> [Stored entries]
<<<<

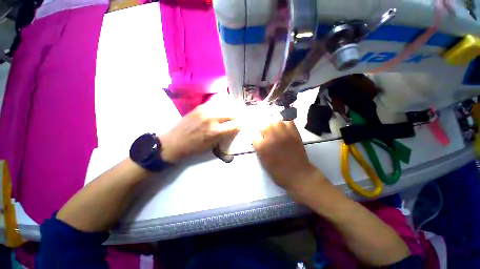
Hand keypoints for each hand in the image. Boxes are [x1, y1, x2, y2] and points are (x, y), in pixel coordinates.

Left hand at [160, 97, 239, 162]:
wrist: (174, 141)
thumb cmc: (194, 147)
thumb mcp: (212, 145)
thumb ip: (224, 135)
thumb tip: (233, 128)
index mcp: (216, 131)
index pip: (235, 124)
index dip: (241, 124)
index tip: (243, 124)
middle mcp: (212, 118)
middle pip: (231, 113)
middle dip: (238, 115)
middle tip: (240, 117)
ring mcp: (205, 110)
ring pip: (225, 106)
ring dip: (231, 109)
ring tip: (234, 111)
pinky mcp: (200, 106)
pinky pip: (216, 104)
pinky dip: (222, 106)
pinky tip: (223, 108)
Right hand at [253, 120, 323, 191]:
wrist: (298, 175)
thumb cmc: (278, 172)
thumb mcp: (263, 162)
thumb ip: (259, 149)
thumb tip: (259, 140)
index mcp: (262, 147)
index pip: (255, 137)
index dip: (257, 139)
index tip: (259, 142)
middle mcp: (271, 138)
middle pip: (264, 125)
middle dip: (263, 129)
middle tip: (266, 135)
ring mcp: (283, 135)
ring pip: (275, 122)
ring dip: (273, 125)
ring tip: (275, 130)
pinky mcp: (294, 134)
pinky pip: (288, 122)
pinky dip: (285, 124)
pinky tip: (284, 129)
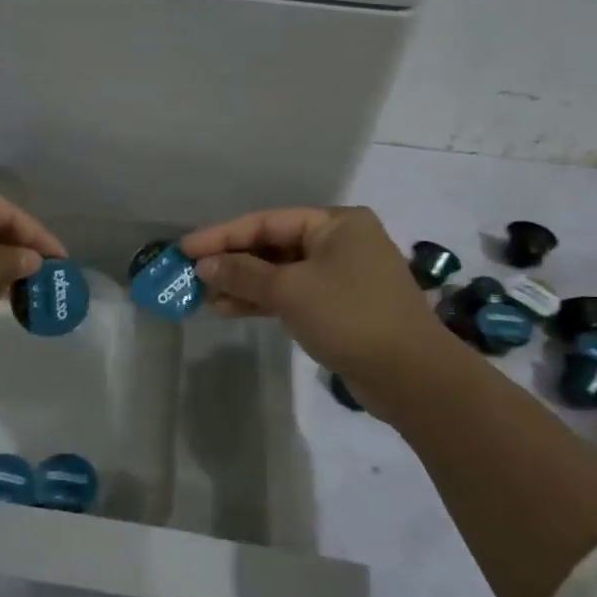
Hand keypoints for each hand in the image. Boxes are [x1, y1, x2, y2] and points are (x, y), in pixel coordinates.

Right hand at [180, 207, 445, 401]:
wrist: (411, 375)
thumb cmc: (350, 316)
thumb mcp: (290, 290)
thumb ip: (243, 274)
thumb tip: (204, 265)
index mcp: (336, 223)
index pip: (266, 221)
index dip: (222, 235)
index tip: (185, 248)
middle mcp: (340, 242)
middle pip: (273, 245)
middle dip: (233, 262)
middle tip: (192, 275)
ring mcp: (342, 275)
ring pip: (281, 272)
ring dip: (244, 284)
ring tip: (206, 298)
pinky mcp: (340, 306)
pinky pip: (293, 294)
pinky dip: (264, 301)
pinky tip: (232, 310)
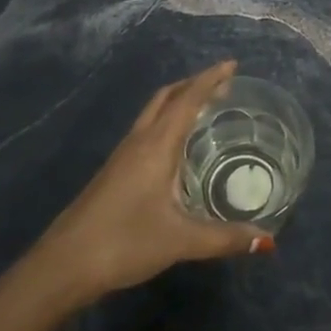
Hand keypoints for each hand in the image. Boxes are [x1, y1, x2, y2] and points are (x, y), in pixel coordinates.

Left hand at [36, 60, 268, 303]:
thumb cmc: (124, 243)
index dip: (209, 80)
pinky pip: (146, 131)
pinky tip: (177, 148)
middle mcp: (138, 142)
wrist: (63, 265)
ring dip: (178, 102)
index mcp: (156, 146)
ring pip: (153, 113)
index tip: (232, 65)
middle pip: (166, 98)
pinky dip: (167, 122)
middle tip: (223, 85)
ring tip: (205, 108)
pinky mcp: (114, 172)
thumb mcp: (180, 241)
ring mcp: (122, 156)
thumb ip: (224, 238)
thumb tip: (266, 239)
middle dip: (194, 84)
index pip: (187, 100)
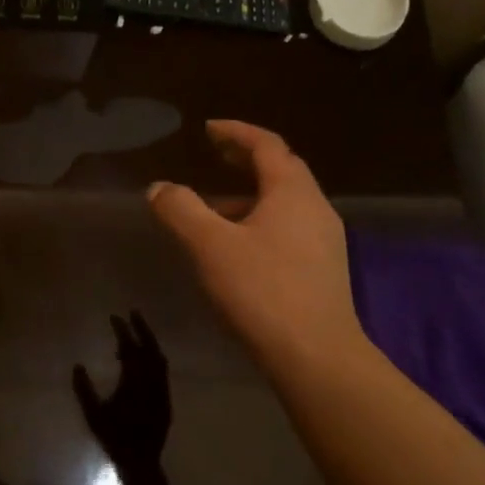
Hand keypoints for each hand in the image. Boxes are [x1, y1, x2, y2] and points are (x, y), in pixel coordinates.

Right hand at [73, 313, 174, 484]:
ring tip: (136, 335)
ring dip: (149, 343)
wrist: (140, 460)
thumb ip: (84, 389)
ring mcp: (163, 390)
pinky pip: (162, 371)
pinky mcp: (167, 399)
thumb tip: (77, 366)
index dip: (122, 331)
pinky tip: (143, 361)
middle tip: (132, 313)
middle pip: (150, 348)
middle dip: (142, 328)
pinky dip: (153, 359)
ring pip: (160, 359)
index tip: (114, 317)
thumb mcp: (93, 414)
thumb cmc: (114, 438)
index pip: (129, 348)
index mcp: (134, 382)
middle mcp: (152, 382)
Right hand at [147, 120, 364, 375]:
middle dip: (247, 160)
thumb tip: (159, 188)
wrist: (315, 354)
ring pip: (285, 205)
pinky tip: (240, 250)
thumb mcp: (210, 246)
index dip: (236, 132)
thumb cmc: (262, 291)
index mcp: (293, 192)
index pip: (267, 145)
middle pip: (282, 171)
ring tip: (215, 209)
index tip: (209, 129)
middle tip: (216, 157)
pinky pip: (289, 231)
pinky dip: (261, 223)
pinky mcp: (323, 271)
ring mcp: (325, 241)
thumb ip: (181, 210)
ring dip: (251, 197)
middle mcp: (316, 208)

>>>>
<<<<

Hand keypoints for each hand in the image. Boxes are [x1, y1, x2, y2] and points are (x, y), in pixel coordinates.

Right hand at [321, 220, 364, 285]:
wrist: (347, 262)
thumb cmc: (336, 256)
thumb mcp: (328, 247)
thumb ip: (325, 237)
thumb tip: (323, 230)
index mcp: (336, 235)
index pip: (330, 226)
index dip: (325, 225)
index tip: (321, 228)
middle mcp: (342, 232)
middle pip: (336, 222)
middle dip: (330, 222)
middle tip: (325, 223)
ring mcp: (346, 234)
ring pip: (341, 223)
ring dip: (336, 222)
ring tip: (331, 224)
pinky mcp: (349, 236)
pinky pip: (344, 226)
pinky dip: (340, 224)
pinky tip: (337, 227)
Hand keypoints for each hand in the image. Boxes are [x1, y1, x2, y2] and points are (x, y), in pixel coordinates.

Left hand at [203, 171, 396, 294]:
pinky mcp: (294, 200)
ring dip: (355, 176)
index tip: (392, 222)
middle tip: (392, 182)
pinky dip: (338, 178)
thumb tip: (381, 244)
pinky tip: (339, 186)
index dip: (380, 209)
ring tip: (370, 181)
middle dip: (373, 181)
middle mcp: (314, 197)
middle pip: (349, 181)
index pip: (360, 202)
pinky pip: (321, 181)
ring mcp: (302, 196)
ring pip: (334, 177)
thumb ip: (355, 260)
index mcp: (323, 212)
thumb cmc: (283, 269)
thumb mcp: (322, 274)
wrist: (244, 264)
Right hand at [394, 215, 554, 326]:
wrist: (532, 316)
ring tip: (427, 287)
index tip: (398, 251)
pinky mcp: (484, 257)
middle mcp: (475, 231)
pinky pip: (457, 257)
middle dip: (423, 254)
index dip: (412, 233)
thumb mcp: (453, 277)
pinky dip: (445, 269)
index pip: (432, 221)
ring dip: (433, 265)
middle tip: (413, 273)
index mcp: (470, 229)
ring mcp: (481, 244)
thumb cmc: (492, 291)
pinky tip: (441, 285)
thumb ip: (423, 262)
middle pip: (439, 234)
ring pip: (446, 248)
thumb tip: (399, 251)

>>>>

> [ACTIVITY]
Your task is to find every line above containing the word "Left" and copy it.

> [OUTPUT FOR THIS EXERCISE]
Left hand at [160, 97, 239, 162]:
Left hand at [36, 60, 268, 303]:
Left hand at [203, 171, 396, 294]:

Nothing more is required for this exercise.